Nel suo nucleo centrale, mortifero, il razzismo fa a meno anche delle differenze formali: impone l’inferiorità costitutiva di un gruppo di esseri umani rispetto a un altro dominante (tra i nazisti e gli ebrei le differenze somatiche e sociali erano inesistenti). La discriminazione razzista è funzionale allo sfruttamento dell’altro che, perduto lo statuto dell’essere umano vero e proprio, può essere usato come pura protesi del bisogno dello sfruttatore che lo tratta secondo il capriccio dettato dalle sue tensioni interne.

Il discorso violento, impersonale di cui Fontana si è fatto portavoce, poggia necessariamente su false credenze, del tutto interscambiabili e prive in sé di significato, il cui fondamento ultimo sta nella volontà di un’indefinibile entità suprema. La corrente razzista sotterranea che si agitava sotto un pudore di superficie, esce ora liberamente come fontana impetuosa che avvelena con la sua tossicità il vivere comune.

Per respingere l’accusa (debole) di avere usato un concetto privo di valore scientifico, il leghista esemplare si è richiamato alla Costituzione, nel cui testo appare il termine «razza». Essendo l’investimento del termine ideologico/psicologico, del tutto indipendente da ciò che dice la scienza, la sua menzione nel testo costituzionale non è fuori luogo.
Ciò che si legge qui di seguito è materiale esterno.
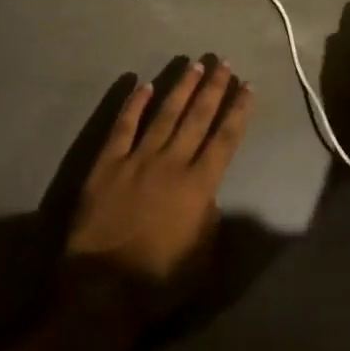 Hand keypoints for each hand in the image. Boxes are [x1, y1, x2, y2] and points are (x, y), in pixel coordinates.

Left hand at [63, 59, 253, 324]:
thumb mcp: (202, 258)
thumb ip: (210, 219)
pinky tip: (143, 85)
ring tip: (194, 65)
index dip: (238, 110)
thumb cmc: (158, 281)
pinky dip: (134, 105)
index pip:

La Costituzione parla di distinzione di razza come sinonimo di discriminazione, per proibirla. Fontana la discriminazione l’ha rivendicata con forza, violando il precetto costituzionale.

La nostre timide istituzioni democratiche non lo dichiarano ineleggibile. Tocca alla società civile unirsi in un voto antirazzista per proteggerle.